A year of real change. In less than a month, with Dom at the local school, and Simon in his last but one term at St. D's. late September found G. preparing for the first of the regiment's Belfast tours. I suspected he'd been warned sometime prior to us leaving Berlin - such moves being planned well in advance - but considerately, had said nothing. And so began the start of the soon to become familiar pattern of what the family referred to as 'Bog-Trotting'. The regiment would remain in Catterick for almost four years, although we were posted - a Staff job for G - after three and a half. During this time, six tours in Northern Ireland would have been completed, plus exercises in Denmark and Canada.
As several of these tours turned out to be closer together than one might have expected, welfare problems grew rapidly. That first year, with the men away for both Christmas and Easter, some families, having bravely arranged short summer holidays, were forced to cancel as, after just weeks back in England, the men were again en route to N.I. for an 'Emergency three weeks, or so' - the 'Or so' turning out to be another full four months.

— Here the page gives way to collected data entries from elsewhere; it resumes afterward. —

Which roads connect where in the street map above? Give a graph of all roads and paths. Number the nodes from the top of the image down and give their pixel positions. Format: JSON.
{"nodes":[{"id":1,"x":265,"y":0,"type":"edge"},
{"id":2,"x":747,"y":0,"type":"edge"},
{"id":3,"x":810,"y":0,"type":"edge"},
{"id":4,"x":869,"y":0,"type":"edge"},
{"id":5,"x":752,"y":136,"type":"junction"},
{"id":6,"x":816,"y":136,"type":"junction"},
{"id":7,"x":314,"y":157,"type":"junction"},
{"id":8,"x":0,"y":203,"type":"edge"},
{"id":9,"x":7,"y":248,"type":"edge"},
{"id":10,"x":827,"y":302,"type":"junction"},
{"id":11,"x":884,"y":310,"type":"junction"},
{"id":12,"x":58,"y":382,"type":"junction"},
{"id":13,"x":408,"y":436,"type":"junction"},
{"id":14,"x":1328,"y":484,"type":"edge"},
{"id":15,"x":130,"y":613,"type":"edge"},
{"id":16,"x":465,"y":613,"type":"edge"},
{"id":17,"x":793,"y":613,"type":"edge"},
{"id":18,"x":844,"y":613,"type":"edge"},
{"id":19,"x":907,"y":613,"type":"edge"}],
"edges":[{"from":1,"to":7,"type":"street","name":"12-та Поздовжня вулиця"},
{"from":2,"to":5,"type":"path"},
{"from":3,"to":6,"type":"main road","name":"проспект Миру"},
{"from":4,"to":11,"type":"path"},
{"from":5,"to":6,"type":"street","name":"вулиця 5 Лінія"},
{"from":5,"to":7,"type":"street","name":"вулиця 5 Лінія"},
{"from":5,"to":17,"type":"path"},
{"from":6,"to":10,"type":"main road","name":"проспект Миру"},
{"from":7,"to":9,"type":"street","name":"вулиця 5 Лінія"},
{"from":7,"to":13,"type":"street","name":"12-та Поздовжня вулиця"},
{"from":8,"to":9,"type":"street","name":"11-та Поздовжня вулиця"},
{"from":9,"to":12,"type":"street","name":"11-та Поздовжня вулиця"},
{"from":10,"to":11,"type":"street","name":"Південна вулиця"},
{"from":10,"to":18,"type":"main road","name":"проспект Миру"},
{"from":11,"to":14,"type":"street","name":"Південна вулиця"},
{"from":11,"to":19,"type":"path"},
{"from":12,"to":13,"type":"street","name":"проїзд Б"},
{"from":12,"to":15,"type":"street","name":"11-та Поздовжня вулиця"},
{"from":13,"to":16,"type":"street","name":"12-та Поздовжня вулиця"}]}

With the house scoured, painted and boasting the novelty of carpets and curtains which for once, failed to clash, our limited spare time before G. left, was spent exploring. Close by, situated at the edge of the beautiful N. Yorks Dales,was Richmond, a small, ancient, friendly market town, whose famous bridge spans the picturesque river Swale. After two years of big-city life we appreciated the change, immediately falling for the broad, surrounding stretches of wild countryside, delightful small towns and villages, and exquisite ruins, all of which oozed history.